Wednesday, March 18, 2015

Hypothesis on how Some Kepler Exoplanets Migrated Into Orbital Resonances

Evolutionary outcomes for pairs of planets undergoing orbital migration and circularization: second order resonances and observed period ratios in Kepler's planetary systems


Xiang-Gruess et al


In order to study the origin of the architectures of low mass planetary systems, we perform numerical surveys of the evolution of pairs of coplanar planets in the mass range $(1-4)\ \rmn{M}_{\oplus}.$ These evolve for up to $2\times10^7 \rmn{yr}$ under a range of orbital migration torques and circularization rates assumed to arise through interaction with a protoplanetary disc. Near the inner disc boundary, significant variations of viscosity, interaction with density waves or with the stellar magnetic field could occur and halt migration, but allow ircularization to continue. This was modelled by modifying the migration and circularization rates. Runs terminated without an extended period of circularization in the absence of migration torques gave rise to either a collision, or a system close to a resonance. These were mostly first order with a few % terminating in second order resonances. Both planetary eccentricities were small less than 0.1 and all resonant angles liberated. This type of survey produced only a limited range of period ratios and cannot reproduce Kepler observations.
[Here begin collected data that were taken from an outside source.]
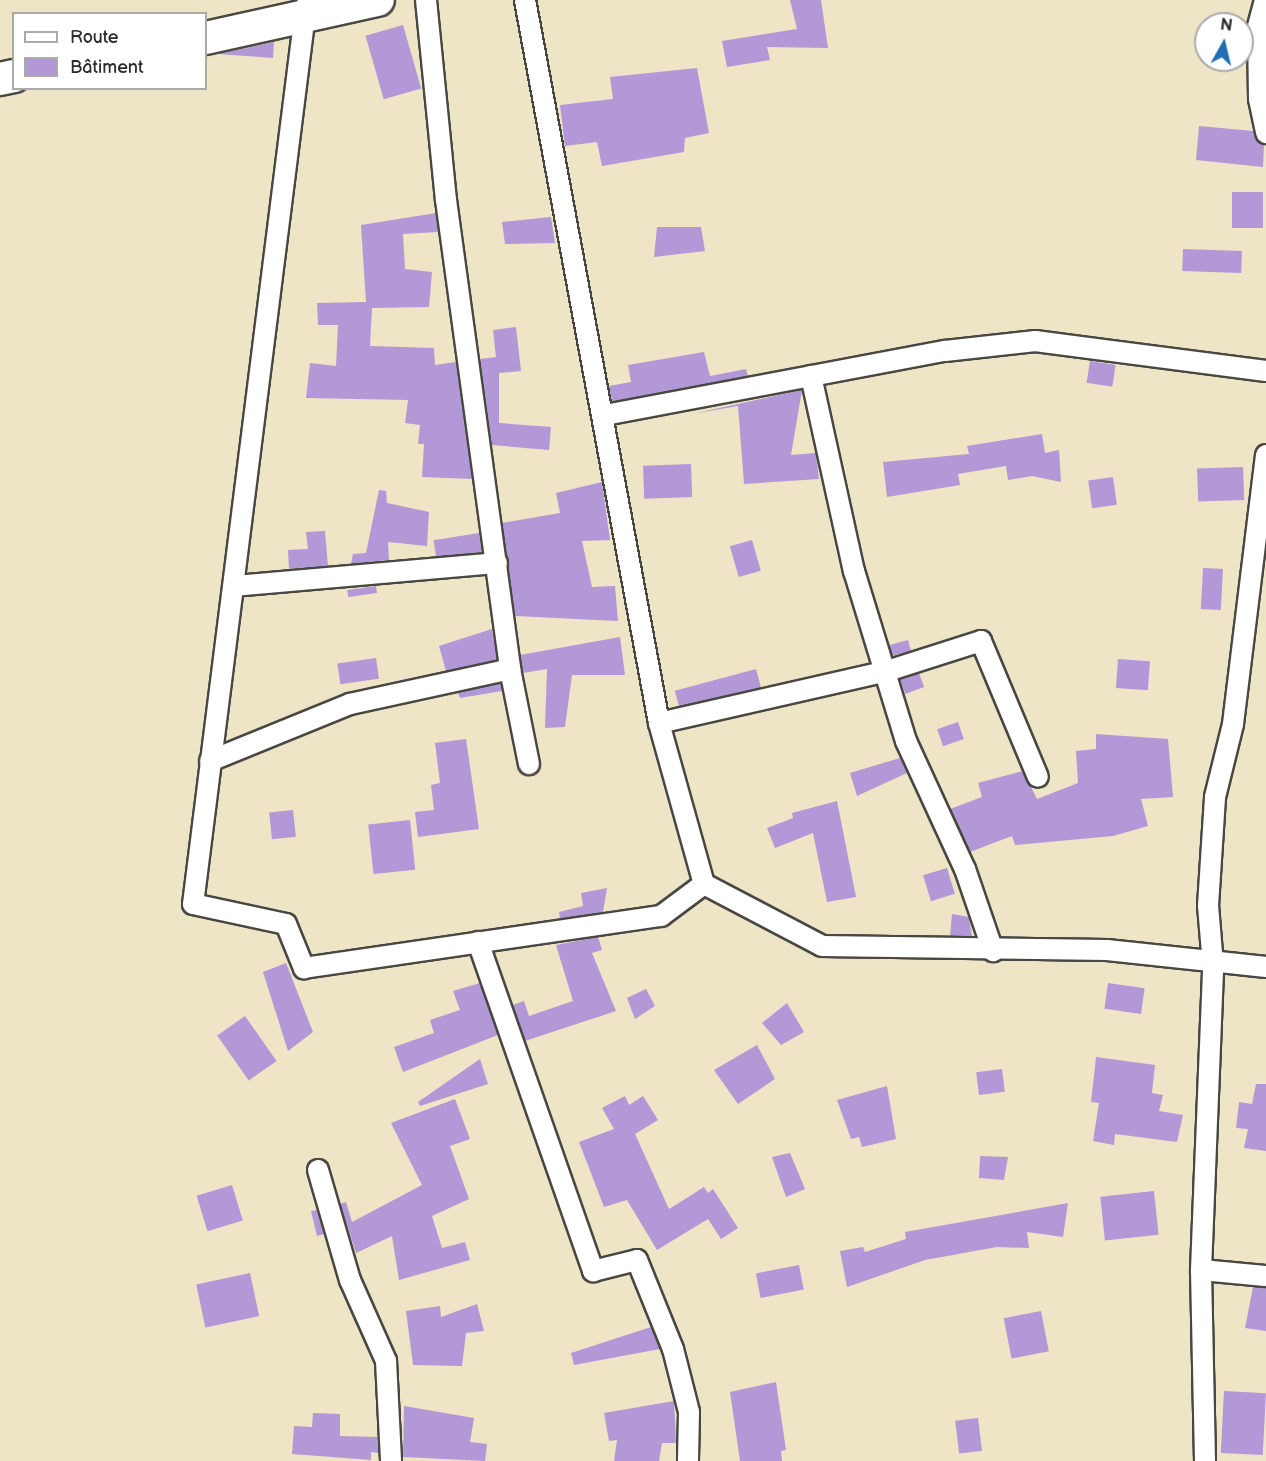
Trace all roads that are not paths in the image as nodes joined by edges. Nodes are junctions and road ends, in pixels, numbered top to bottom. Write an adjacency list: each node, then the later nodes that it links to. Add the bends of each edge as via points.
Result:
1 (378, 0): 5 (main road)
2 (426, 0): 12 (street, via 446,200)
3 (525, 0): 10 (street)
4 (1265, 0): 7 (street, via 1258,27 1259,99)
5 (305, 9): 6 (main road); 13 (street)
6 (207, 38)
7 (1266, 133)
8 (1266, 370): 9 (street, via 1035,341)
9 (811, 376): 10 (street); 15 (street, via 854,571)
10 (605, 415): 16 (street)
11 (1266, 455): 23 (street, via 1234,713 1215,797 1208,906)
12 (497, 563): 13 (street); 14 (street)
13 (234, 586): 17 (street)
14 (510, 669): 17 (street, via 350,704); 18 (street)
15 (884, 672): 16 (street); 19 (street, via 981,641); 22 (street, via 906,741 965,869)
16 (659, 723): 20 (street)
17 (210, 761): 21 (street, via 193,904 286,924 304,968)
18 (529, 764)
19 (1038, 777)
20 (704, 884): 21 (street, via 662,916); 22 (street, via 822,946)
21 (478, 942): 29 (street, via 593,1271 637,1260 673,1349 689,1412)
22 (993, 951): 23 (street, via 1107,950)
23 (1213, 965): 24 (street); 26 (street)
24 (1266, 967)
25 (318, 1170): 28 (street, via 350,1280 386,1361)
26 (1201, 1270): 27 (street); 30 (street)
27 (1266, 1276)
28 (391, 1461)
29 (688, 1461)
30 (1205, 1461)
When circularization alone operates in the final stages, divergent migration occurs causing period ratios to increase. Depending on its strength the whole period ratio range between 1 and 2 can be obtained. A few systems close to second order commensurabilities also occur. In contrast to when arising through convergent migration, resonant trapping does not occur and resonant angles circulate. Thus the behaviour of the resonant angles may indicate the form of migration that led to near resonance.